At this point in my story, I have now become an adult. I am twenty years old and have entered my junior year in college. I have distanced myself from my feelings and actions so to not interfere with my school and life progress at this point in my life. I didn’t see anything wrong with that at the time. And I am not angry with myself for using this coping mechanism, but I want to say that from this point forward in my life, all decisions and actions are my responsibility.
I can say i drank before that because I didn’t want to deal with this or that. I can say that I tried to kill myself because I was in despair. I still could not figure out my racial identity, but I refused to try to work these things out. And I had ample opportunity. So, I want to be very clear that I own my actions. I do not look at anyone else and say, they made me do the things that I did.
For the most part I was just a college kid having fun. Going to classes. Studying or staying out all night and sleeping all day.
My friend Jon was my constant companion. We did everything together. Jon was a fascinating person to me because he liked to travel and he was from outside of NYC, which was someplace that I had never been. He liked all different kinds of music and foods and liked to go to concerts and museums. He was just a really fun person to be around because he always wanted to go and do something. For a person like me who had never really experienced much of the world, this was really cool.

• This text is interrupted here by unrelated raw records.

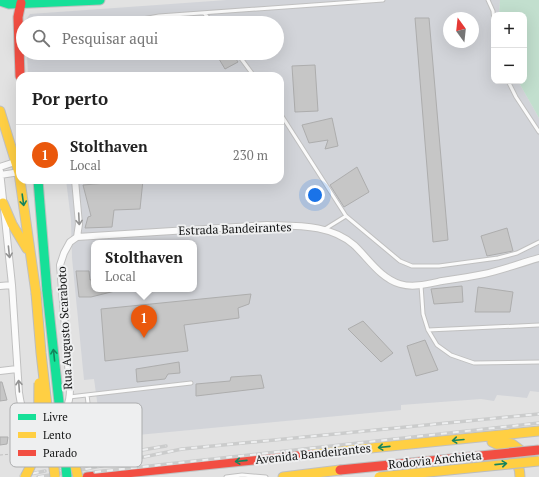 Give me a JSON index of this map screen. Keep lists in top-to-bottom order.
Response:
{
  "streets": {
    "main road": ["Rua Augusto Scaraboto", "Avenida Bandeirantes", "Rodovia Anchieta"],
    "street": ["Estrada Bandeirantes"]
  },
  "crossings": [
    ["Estrada Bandeirantes", "Rua Augusto Scaraboto"]
  ],
  "one_way": ["Avenida Bandeirantes"],
  "legend": ["Livre", "Lento", "Parado"],
  "north": "top",
  "page": {
    "map_buttons": ["+", "−"],
    "search": "Pesquisar aqui",
    "heading": "Por perto",
    "list": [
      {
        "mark": "1",
        "name": "Stolthaven",
        "note": "Local",
        "value": "230 m"
      }
    ],
    "popup": ["Stolthaven", "Local"],
    "pins": "1"
  }
} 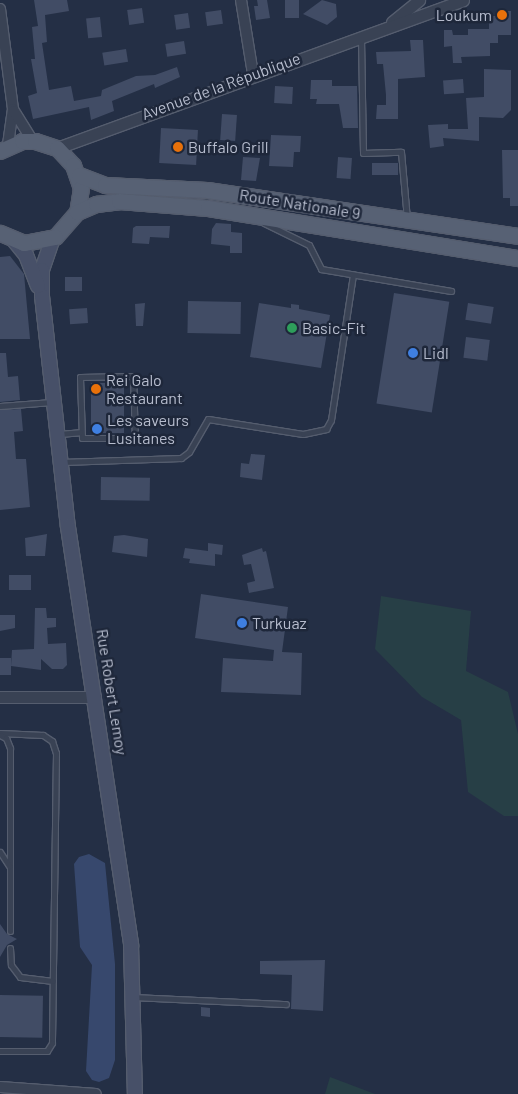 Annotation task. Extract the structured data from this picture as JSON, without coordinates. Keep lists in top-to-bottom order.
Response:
{
  "streets": {
    "main road": ["Route Nationale 9", "Rue Robert Lemoy"],
    "street": ["Avenue de la République"]
  },
  "places": [
    "Loukum",
    "Buffalo Grill",
    "Basic-Fit",
    "Lidl",
    "Rei Galo Restaurant",
    "Les saveurs Lusitanes",
    "Turkuaz"
  ]
} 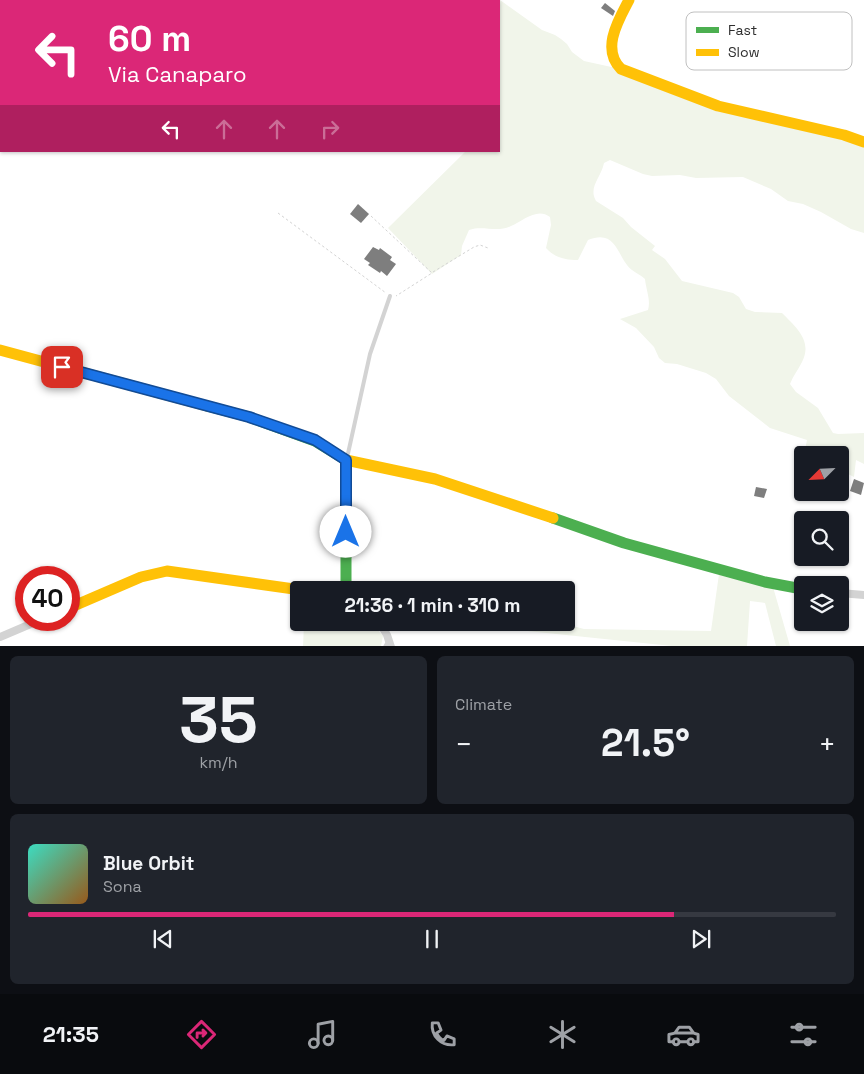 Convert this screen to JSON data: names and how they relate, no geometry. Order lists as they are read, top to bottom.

Jon’s mother’s best friend was Black and his dad grew up in the Bronx, so they were used to Black people. Live and went to school with Black people. Jon knew more about my people than I did. He knew more Black movies and Black music and Black artist and literature than I may still know. I wonder if I would have ever expanded my horizons as much as I did in life if it weren’t for Jon. I owe him huge amounts of gratitude (and many other things as well) for his presence in my life.
One of the best things and most enduring things that Jon introduced into my life is my love for the Grateful Dead. He was the first one to talk about going to see the Dead the summer between my sophomore and junior year. It was the best time and we ended up touring on every school break until Jerry died. But I want to devote a separate post to my time at the Dead Shows.
That first show at Rich Stadium in the summer of 1990 in Orchard Park, New York they opened the second set with Sugar Magnolia into Scarlet Begonias. It was magic and I was hooked.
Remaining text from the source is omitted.